First, the circuit digitally removes dc offsets that accumulate as signals move through the analog front end. Then, even-order distortion is minimized by using an off-chip balun and on-chip fully differential signal paths. Finally, digital techniques calibrate out self-mixing of spurious local-oscillator leakage to the RF input port.

Also, Paper 5.3 details a two-chip Bluetooth solution by Transilica Inc., San Diego, Calif. Designed for minimal chip area, it has an enhanced 8051-compatible microcontroller core rather than a 32-bit core in its baseband controller chip. The full baseband controller fits in just over 6 mm2.

The RF radio chip consumes just over 10 mm2 of silicon. By incorporating an embedded calibration state machine that autotunes a 2-MHz, five-pole quadrature complex IF filter, it eliminates the requirement for external filters.

A digital channel-selection filter is at the heart of a Bluetooth RF front-end chip described in Paper 5.5 by Hitachi Ltd., Tokyo. The digital filter eliminates the large capacitor that a high-Q analog filter would normally require. The chip area of the RF front end is considerably smaller than previous analog designs—just 11.22 mm2 when fabricated in 0.35-µm biCMOS.
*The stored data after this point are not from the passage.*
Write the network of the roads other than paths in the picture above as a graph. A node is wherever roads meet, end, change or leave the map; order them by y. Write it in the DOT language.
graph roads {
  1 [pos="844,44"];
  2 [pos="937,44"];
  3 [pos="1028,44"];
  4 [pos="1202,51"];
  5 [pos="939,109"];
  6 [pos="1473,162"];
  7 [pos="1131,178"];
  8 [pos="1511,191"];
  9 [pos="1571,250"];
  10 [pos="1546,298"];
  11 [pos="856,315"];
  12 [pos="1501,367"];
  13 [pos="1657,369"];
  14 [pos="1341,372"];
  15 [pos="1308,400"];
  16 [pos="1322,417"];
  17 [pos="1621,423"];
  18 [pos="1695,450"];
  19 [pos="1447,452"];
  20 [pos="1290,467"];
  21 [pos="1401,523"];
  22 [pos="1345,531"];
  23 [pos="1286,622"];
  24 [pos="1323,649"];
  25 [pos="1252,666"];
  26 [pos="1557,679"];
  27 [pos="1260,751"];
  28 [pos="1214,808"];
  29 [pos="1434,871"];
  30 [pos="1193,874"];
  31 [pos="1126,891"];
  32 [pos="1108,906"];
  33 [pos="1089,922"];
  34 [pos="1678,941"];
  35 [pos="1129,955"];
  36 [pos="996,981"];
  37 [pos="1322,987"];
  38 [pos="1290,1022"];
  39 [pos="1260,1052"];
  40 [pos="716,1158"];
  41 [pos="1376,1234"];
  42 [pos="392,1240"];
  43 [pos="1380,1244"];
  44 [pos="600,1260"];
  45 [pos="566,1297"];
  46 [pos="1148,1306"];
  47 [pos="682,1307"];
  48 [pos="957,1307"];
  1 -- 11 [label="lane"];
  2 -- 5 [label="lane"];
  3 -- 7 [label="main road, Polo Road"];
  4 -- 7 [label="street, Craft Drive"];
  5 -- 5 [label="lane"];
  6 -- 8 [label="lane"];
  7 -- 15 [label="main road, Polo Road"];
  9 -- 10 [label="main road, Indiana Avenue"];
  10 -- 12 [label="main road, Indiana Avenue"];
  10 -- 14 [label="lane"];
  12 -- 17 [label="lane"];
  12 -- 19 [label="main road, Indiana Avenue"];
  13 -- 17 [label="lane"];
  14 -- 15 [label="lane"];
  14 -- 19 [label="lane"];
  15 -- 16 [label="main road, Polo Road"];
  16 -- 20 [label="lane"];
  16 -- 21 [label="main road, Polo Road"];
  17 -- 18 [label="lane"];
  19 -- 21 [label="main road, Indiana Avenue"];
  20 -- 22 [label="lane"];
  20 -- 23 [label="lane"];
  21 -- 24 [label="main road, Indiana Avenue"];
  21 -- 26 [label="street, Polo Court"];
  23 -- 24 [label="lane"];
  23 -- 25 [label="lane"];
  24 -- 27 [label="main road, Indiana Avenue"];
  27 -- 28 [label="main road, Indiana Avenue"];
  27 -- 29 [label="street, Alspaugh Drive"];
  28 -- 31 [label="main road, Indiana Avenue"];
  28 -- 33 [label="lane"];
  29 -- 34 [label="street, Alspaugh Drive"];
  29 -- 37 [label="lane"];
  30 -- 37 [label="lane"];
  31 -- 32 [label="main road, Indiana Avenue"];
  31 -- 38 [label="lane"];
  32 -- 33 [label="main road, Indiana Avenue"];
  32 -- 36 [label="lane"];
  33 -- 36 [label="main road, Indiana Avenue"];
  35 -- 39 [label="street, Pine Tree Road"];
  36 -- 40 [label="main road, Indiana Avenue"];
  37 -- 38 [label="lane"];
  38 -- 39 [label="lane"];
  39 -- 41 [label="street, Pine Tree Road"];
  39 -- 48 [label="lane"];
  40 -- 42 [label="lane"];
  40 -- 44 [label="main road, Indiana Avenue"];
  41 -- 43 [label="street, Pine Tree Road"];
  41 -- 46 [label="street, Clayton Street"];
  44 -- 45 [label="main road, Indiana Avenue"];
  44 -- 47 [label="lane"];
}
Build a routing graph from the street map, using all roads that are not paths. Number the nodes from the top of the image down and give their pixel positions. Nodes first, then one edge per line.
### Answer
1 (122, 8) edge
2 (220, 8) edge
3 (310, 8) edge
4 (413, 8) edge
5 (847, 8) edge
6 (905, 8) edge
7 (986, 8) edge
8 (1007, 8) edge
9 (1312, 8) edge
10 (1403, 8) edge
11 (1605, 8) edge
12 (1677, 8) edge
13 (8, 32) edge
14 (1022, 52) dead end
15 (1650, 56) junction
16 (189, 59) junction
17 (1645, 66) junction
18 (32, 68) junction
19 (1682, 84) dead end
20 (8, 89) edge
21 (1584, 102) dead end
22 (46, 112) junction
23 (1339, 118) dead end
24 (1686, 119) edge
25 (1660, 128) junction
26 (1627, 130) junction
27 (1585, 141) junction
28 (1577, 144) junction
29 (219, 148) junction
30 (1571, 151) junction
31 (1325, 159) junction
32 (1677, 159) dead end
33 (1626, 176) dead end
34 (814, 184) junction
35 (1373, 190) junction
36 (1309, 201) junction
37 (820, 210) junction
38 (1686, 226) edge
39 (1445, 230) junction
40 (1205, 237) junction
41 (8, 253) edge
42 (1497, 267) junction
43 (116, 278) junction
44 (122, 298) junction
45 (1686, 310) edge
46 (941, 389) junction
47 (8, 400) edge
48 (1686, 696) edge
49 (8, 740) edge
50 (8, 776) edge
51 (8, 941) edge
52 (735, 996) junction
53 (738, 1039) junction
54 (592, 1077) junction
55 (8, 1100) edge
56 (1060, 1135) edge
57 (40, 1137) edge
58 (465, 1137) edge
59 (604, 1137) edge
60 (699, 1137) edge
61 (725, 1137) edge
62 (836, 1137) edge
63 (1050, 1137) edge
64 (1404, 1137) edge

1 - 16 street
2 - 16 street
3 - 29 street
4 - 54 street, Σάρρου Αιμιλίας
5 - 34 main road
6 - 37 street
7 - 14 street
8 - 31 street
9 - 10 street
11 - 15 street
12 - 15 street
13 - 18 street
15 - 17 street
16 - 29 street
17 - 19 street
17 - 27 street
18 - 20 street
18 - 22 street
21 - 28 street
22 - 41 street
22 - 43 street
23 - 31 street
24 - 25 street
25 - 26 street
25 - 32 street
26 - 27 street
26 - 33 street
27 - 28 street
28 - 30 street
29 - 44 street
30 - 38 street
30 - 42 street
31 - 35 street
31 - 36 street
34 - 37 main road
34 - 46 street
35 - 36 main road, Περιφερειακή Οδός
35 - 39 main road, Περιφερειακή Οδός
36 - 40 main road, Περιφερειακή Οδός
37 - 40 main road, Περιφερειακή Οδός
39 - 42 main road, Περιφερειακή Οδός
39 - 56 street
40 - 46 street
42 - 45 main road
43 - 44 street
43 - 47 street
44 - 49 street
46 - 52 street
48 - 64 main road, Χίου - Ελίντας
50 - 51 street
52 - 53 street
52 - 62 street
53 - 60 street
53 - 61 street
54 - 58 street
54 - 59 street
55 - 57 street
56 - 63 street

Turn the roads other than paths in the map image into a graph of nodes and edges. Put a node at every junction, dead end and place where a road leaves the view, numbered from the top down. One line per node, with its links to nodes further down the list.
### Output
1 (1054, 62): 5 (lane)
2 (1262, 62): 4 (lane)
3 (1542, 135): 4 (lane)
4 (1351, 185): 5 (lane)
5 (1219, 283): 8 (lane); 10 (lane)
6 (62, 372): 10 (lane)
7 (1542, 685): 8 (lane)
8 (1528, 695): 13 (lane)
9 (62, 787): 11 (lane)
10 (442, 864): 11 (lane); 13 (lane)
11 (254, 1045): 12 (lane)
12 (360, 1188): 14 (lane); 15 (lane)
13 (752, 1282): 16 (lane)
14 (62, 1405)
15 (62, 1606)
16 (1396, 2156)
Cranking CMOS To 5 GHz Pushing performance up to 5 GHz to meet the requirements of the 802.11a wireless LAN specifications, designers from Atheros Communications, Sunnyvale, Calif., and Stanford University, Stanford, Calif., crafted a single-chip CMOS transceiver. Paper 5.4 describes the RF portion of the chip set, while Paper 7.2 presents the combo baseband controller and media-access controller chip.